#### Try it:
Look through the entries that follow and return each line that has the string "Route".

#### Data to examine:
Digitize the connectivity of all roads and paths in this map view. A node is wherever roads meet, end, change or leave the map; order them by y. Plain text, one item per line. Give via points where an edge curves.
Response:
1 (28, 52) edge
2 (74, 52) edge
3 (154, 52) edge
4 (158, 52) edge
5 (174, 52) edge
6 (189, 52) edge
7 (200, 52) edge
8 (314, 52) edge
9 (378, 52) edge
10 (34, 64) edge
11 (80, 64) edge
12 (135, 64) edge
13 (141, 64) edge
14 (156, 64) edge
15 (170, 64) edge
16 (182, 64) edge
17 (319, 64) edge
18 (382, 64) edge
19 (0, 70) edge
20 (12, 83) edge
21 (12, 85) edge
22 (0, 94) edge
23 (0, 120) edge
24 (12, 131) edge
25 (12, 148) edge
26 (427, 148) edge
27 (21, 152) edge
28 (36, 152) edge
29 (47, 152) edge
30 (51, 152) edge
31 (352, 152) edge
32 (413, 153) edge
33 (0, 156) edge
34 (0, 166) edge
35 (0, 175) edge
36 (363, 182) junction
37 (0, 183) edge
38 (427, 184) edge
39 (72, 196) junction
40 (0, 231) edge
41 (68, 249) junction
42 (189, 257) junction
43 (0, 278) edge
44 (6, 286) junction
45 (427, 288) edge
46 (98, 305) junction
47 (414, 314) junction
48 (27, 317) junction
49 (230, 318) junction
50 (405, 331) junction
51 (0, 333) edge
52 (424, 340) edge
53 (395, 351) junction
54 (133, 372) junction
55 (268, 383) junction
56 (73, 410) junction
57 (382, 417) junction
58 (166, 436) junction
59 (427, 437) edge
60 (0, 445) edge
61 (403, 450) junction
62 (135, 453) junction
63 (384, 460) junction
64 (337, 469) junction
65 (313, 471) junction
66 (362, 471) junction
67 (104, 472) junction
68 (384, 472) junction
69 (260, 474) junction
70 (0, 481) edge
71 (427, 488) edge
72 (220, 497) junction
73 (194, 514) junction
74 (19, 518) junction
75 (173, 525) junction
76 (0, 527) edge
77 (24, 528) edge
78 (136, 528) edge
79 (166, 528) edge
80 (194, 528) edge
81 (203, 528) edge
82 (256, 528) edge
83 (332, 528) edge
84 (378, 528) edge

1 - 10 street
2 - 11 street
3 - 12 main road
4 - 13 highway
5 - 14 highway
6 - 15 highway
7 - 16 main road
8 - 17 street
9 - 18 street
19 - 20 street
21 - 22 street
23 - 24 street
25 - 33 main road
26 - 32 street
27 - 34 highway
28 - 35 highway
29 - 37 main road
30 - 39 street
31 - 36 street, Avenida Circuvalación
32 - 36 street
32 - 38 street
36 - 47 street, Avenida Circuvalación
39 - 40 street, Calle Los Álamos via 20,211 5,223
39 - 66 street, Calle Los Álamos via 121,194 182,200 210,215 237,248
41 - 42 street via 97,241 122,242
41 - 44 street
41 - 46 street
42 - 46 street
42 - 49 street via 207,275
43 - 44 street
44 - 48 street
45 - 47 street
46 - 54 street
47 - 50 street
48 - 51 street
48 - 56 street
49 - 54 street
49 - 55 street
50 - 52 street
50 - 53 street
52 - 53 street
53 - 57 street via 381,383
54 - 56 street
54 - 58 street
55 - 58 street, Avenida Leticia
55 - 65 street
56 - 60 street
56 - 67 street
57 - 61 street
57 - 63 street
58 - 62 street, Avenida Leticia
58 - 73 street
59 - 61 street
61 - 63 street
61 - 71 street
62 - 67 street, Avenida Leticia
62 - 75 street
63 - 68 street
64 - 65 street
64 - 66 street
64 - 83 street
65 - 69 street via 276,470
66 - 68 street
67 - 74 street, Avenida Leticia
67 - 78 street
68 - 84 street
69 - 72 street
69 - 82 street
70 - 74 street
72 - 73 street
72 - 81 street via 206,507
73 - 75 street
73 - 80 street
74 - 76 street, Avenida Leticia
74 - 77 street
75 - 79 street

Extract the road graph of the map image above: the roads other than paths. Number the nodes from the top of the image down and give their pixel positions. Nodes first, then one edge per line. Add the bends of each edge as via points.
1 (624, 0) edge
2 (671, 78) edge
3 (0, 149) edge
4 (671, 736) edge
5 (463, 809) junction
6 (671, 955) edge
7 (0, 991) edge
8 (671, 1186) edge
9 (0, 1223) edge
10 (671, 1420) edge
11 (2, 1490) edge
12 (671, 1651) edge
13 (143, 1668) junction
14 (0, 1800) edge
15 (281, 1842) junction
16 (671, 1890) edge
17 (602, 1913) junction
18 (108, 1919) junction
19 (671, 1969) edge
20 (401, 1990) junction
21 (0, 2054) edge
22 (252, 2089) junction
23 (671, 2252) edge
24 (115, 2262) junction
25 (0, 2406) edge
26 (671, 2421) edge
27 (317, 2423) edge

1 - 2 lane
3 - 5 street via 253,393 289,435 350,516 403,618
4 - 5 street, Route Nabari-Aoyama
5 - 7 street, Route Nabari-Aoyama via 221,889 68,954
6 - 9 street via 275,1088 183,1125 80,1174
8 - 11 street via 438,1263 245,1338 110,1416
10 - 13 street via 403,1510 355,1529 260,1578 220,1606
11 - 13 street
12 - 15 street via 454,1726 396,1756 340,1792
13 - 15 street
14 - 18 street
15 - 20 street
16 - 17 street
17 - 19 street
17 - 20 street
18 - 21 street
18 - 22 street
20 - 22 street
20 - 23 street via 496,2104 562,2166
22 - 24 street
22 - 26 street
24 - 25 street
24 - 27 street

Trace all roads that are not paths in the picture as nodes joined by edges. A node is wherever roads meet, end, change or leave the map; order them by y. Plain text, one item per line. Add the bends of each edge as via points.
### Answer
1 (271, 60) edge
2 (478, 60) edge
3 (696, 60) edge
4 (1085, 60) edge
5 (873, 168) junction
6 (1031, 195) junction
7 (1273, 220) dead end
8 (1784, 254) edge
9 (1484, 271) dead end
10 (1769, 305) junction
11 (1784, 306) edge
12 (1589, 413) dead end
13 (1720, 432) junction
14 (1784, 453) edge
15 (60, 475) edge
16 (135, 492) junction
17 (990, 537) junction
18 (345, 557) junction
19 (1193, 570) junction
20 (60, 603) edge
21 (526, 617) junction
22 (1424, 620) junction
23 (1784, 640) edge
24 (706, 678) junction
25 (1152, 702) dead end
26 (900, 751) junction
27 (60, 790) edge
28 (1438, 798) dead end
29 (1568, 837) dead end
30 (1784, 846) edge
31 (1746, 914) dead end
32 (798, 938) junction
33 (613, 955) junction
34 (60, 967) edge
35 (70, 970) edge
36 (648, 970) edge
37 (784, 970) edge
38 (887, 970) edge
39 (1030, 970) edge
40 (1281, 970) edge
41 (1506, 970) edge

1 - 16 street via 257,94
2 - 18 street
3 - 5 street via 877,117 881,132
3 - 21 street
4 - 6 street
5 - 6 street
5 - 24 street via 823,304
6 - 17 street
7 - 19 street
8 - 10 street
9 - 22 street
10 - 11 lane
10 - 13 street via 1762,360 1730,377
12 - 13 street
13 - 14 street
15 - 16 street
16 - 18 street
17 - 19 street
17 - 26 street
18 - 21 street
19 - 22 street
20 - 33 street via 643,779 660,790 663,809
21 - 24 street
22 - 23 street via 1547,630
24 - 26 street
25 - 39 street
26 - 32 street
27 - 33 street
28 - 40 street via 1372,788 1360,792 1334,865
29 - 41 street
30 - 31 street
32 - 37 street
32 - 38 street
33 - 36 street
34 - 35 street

#### Final answer:
4 - 5 street, Route Nabari-Aoyama
5 - 7 street, Route Nabari-Aoyama via 221,889 68,954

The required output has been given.